#### [Activity]
Wherever a line in the records contains the word "Siedlecky", return that line.

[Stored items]
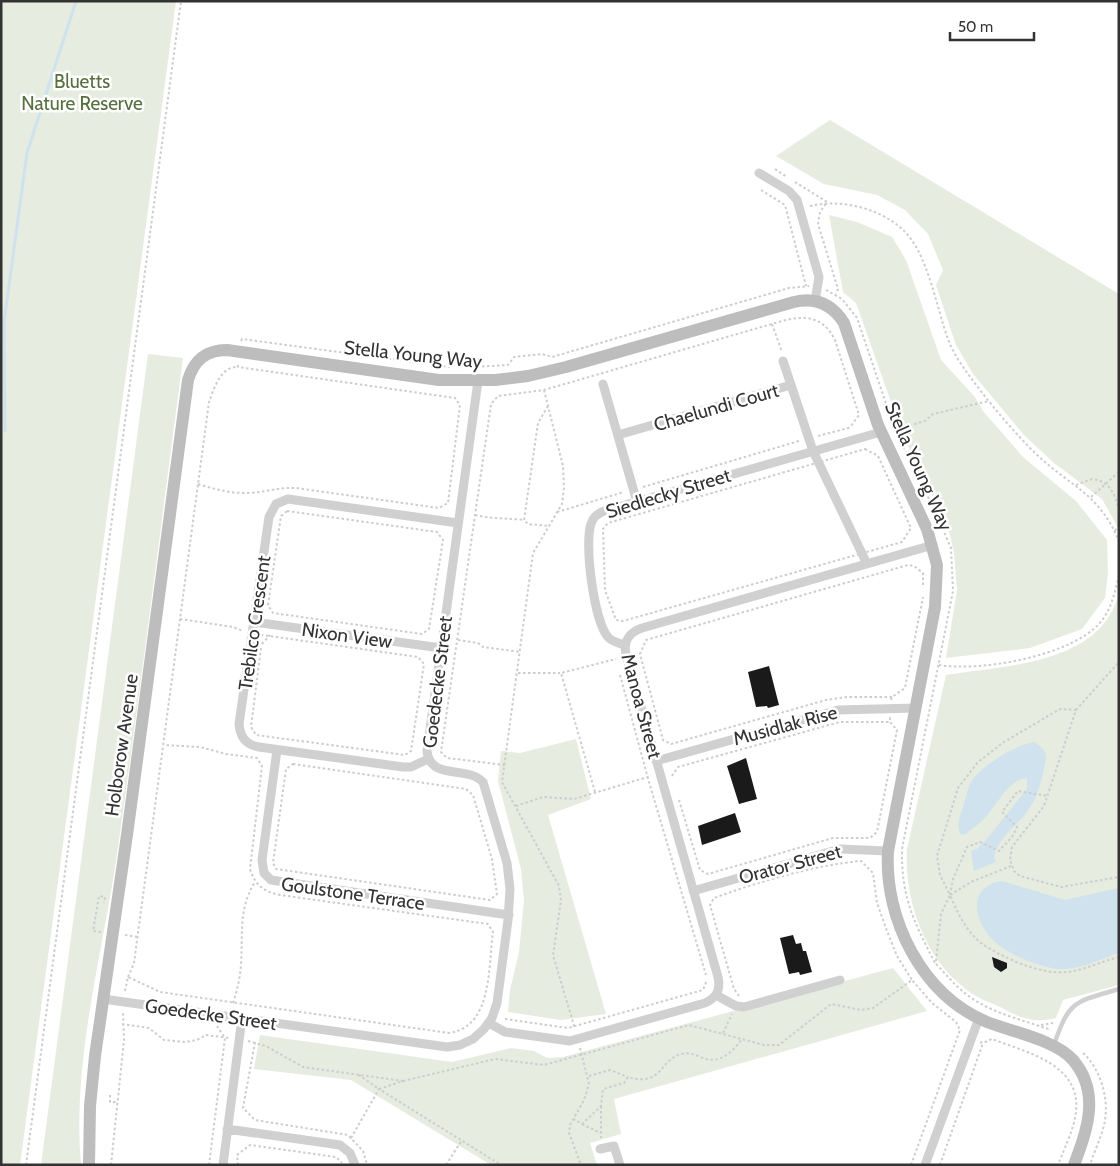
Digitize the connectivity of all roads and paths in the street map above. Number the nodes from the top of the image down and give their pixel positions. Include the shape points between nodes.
1 (181, 1) edge
2 (774, 169) dead end
3 (759, 173) dead end
4 (761, 190) dead end
5 (827, 202) junction
6 (800, 209) junction
7 (787, 212) junction
8 (806, 286) junction
9 (818, 288) junction
10 (836, 294) junction
11 (816, 301) junction
12 (772, 324) junction
13 (222, 350) joint
14 (240, 352) junction
15 (783, 362) joint
16 (238, 367) junction
17 (457, 368) dead end
18 (465, 368) dead end
19 (478, 381) junction
20 (603, 384) dead end
21 (790, 385) junction
22 (544, 390) junction
23 (989, 401) junction
24 (548, 406) junction
25 (851, 426) junction
26 (895, 430) junction
27 (880, 432) junction
28 (618, 435) junction
29 (808, 439) junction
30 (856, 439) junction
31 (812, 451) junction
32 (860, 451) junction
33 (818, 463) junction
34 (1119, 472) edge
35 (1106, 483) junction
36 (198, 484) junction
37 (1076, 485) junction
38 (634, 490) junction
39 (1091, 497) junction
40 (637, 502) junction
41 (1119, 510) edge
42 (287, 511) joint
43 (557, 512) junction
44 (475, 515) junction
45 (524, 520) junction
46 (458, 523) junction
47 (1119, 524) edge
48 (549, 526) junction
49 (1115, 532) junction
50 (1119, 542) edge
51 (933, 545) junction
52 (862, 553) junction
53 (867, 564) junction
54 (908, 565) dead end
55 (1119, 575) edge
56 (180, 619) junction
57 (254, 622) junction
58 (252, 634) junction
59 (270, 636) junction
60 (458, 640) junction
61 (625, 645) junction
62 (441, 648) junction
63 (521, 652) junction
64 (640, 654) junction
65 (626, 657) junction
66 (924, 662) junction
67 (1119, 662) edge
68 (939, 665) junction
69 (619, 668) dead end
70 (561, 673) junction
71 (518, 674) junction
72 (892, 697) dead end
73 (916, 708) junction
74 (1076, 710) junction
75 (890, 722) dead end
76 (164, 745) junction
77 (277, 750) junction
78 (428, 759) junction
79 (656, 761) junction
80 (293, 764) joint
81 (505, 765) junction
82 (672, 776) dead end
83 (648, 778) junction
84 (595, 792) junction
85 (678, 795) dead end
86 (1048, 796) junction
87 (516, 806) junction
88 (848, 837) dead end
89 (888, 851) junction
90 (1011, 866) junction
91 (1119, 877) edge
92 (256, 882) junction
93 (693, 891) junction
94 (950, 895) junction
95 (509, 915) junction
96 (1119, 957) edge
97 (128, 977) junction
98 (840, 980) dead end
99 (912, 980) junction
100 (1119, 989) edge
101 (716, 995) junction
102 (103, 999) junction
103 (124, 1002) junction
104 (232, 1003) junction
105 (736, 1006) junction
106 (242, 1018) junction
107 (979, 1018) junction
108 (491, 1021) junction
109 (1062, 1021) junction
110 (122, 1024) junction
111 (1038, 1025) dead end
112 (217, 1027) dead end
113 (574, 1027) junction
114 (723, 1033) junction
115 (206, 1035) dead end
116 (742, 1039) junction
117 (578, 1040) junction
118 (1053, 1046) junction
119 (582, 1055) junction
120 (359, 1075) junction
121 (589, 1076) junction
122 (628, 1077) junction
123 (403, 1081) junction
124 (379, 1089) junction
125 (110, 1095) dead end
126 (117, 1102) junction
127 (601, 1106) junction
128 (573, 1119) junction
129 (582, 1124) junction
130 (227, 1129) junction
131 (600, 1133) junction
132 (351, 1138) junction
133 (462, 1140) junction
134 (602, 1149) joint
135 (26, 1165) edge
136 (89, 1165) edge
137 (111, 1165) edge
138 (209, 1165) edge
139 (223, 1165) edge
140 (238, 1165) edge
141 (344, 1165) edge
142 (355, 1165) edge
143 (367, 1165) edge
144 (446, 1165) edge
145 (501, 1165) edge
146 (581, 1165) edge
147 (620, 1165) edge
148 (912, 1165) edge
149 (926, 1165) edge
150 (940, 1165) edge
151 (1058, 1165) edge
152 (1074, 1165) edge

1 - 135 path
2 - 5 path
3 - 6 street via 792,193
4 - 7 path via 785,205
5 - 6 path
5 - 10 path via 820,212 818,224 838,289
5 - 23 path via 876,214 902,229 917,251 948,341
6 - 7 path
6 - 9 street via 819,274
7 - 8 path
8 - 9 path
8 - 18 path via 552,357 542,354 514,357 508,365
9 - 10 path
9 - 11 street
10 - 26 path via 857,318
11 - 19 street, Stella Young Way via 795,302 547,372
11 - 27 street, Stella Young Way via 832,308 844,323
12 - 15 path via 780,340
12 - 22 path
12 - 25 path via 798,317 811,318 831,332 859,415
13 - 14 street, Stella Young Way
13 - 102 street, Holborow Avenue via 201,358 188,380
14 - 16 path
14 - 17 path via 242,339
14 - 19 street, Stella Young Way via 420,378
15 - 21 street, Chaelundi Court
16 - 36 path via 225,371 212,393
16 - 36 path via 455,398 460,405 448,503 439,508 281,487 236,493
19 - 46 street, Goedecke Street
20 - 28 street
21 - 28 street, Chaelundi Court
21 - 29 street
22 - 24 path
22 - 44 path via 498,396 491,404
23 - 26 path via 933,414 924,421
23 - 37 path via 1035,453
24 - 43 path via 563,466 562,504
24 - 45 path via 538,423
25 - 29 path
25 - 30 path
26 - 68 path via 950,548 953,592
27 - 30 street, Siedlecky Street
27 - 51 street, Stella Young Way
28 - 38 street
29 - 31 street
29 - 38 path
30 - 31 street, Siedlecky Street
30 - 32 path
31 - 33 street
31 - 40 street, Siedlecky Street
32 - 33 path
32 - 52 path via 878,456 911,528 902,542
33 - 52 street
33 - 52 path via 608,523 603,529 605,590 616,620 623,621
34 - 35 path
35 - 37 path via 1092,479
35 - 39 path
35 - 41 path
36 - 56 path
37 - 39 path
38 - 40 street
38 - 43 path
39 - 49 path
40 - 61 street, Siedlecky Street via 598,514 589,531 590,581 603,628 610,640
42 - 42 path via 281,516 268,605 273,613 422,634 429,630 443,540 437,532
43 - 48 path
44 - 45 path
44 - 60 path
45 - 48 path via 528,524
46 - 57 street, Trebilco Crescent via 291,499 278,502 269,517
46 - 62 street, Goedecke Street
47 - 49 path
48 - 63 path via 533,553
49 - 50 path
51 - 53 street, Manoa Street
51 - 66 street, Stella Young Way via 937,591
52 - 53 street
53 - 61 street, Manoa Street via 636,630
54 - 64 path via 646,640
55 - 68 path via 1106,614 1099,624 1069,645 1053,652 974,666
56 - 58 path via 234,627
56 - 76 path
57 - 58 street, Trebilco Crescent
57 - 62 street, Nixon View
58 - 59 path
58 - 77 street, Trebilco Crescent via 240,731 248,744
59 - 59 path via 418,657 424,664 412,751 405,754 256,735 251,727 262,642
60 - 63 path
60 - 81 path via 442,755
61 - 65 street, Manoa Street
62 - 78 street, Goedecke Street
63 - 71 path
64 - 65 path
64 - 72 path via 663,740 671,744 826,700
65 - 70 path
65 - 79 street, Manoa Street
66 - 68 path
66 - 73 street, Stella Young Way
67 - 74 path
68 - 94 path via 902,849 902,875 914,923 935,964 941,914
69 - 83 path
70 - 71 path
70 - 84 path
71 - 81 path
73 - 79 street, Musidlak Rise via 838,710
73 - 89 street, Stella Young Way
74 - 86 path
74 - 94 path via 1060,709 1004,742 978,762 958,788 937,856 940,876
75 - 82 path via 840,722 678,767
76 - 92 path via 200,746 257,758 262,766 249,860
76 - 97 path via 134,963
77 - 78 street, Trebilco Crescent via 403,767
77 - 95 street, Goulstone Terrace via 262,860 264,873 271,880
78 - 95 street, Goedecke Street via 438,769 472,775 484,786 506,863
79 - 93 street, Manoa Street
80 - 80 path via 286,769 273,863 276,869 490,900 497,894 474,795 466,789
81 - 87 path via 502,782
83 - 84 path
83 - 113 path via 707,980 703,990
84 - 87 path via 574,799 543,797
85 - 88 path via 700,870 708,874 833,838
86 - 90 path via 1012,847
86 - 94 path via 1018,791 1002,812 1017,827 1012,836 998,851 980,842 967,847
87 - 113 path via 559,886 561,900 553,955
89 - 93 street, Orator Street via 840,849
89 - 107 street, Stella Young Way via 890,892 913,953 939,990
90 - 91 path via 1020,876 1061,887
90 - 94 path via 971,882
92 - 104 path via 243,910 241,967
92 - 104 path via 265,890 280,895 488,924 493,932 484,1001 474,1021 463,1030 449,1033
93 - 101 street, Manoa Street via 718,977
94 - 96 path via 958,914 981,942 1038,969 1068,972
95 - 108 street, Goedecke Street via 497,1003
97 - 103 path
97 - 104 path via 160,992
98 - 105 street via 748,1006
99 - 105 path via 887,931 873,873 860,861 826,865 714,898 710,906 734,989 740,998
99 - 116 path via 873,1008 861,1010 831,1004 779,1045
99 - 148 path via 932,1003 956,1022 960,1030
100 - 109 lane via 1076,1002
101 - 105 street
101 - 117 street via 705,1003
102 - 103 street, Goedecke Street
102 - 136 street, Holborow Avenue via 91,1098
103 - 106 street, Goedecke Street
103 - 110 path
105 - 114 path
106 - 108 street, Goedecke Street via 447,1047 479,1035
106 - 130 street
107 - 118 street, Stella Young Way
107 - 149 street
108 - 113 path
108 - 117 street via 510,1033
109 - 111 path
109 - 118 lane
110 - 115 path via 149,1028 164,1040 185,1042
110 - 126 path via 124,1040
112 - 138 path via 225,1038
113 - 117 path
114 - 116 path
114 - 119 path via 689,1025
116 - 122 path via 728,1055 710,1060 690,1053 680,1054 660,1074 640,1080
117 - 119 path
118 - 152 street, Stella Young Way via 1077,1065 1089,1096 1089,1122
119 - 121 path
119 - 123 path via 544,1065 495,1059
120 - 123 path
120 - 124 path
120 - 132 path via 303,1067 255,1042 243,1108 254,1120 335,1132
121 - 122 path via 610,1070
121 - 128 path via 586,1095
122 - 127 path via 624,1083 603,1089
123 - 124 path
124 - 132 path
124 - 133 path
125 - 126 path via 110,1102
126 - 137 path
127 - 129 path
127 - 131 path
128 - 129 path
128 - 146 path via 569,1133
129 - 131 path
130 - 139 street
130 - 142 street via 340,1145 350,1153
131 - 134 path
132 - 143 path via 363,1151
133 - 144 path
133 - 145 path
134 - 147 street via 614,1146
140 - 141 path via 237,1155 250,1145 336,1157
150 - 151 path via 983,1043 992,1040 1050,1061 1073,1088 1075,1117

#### [Answer to this exercise]
27 - 30 street, Siedlecky Street
30 - 31 street, Siedlecky Street
31 - 40 street, Siedlecky Street
40 - 61 street, Siedlecky Street via 598,514 589,531 590,581 603,628 610,640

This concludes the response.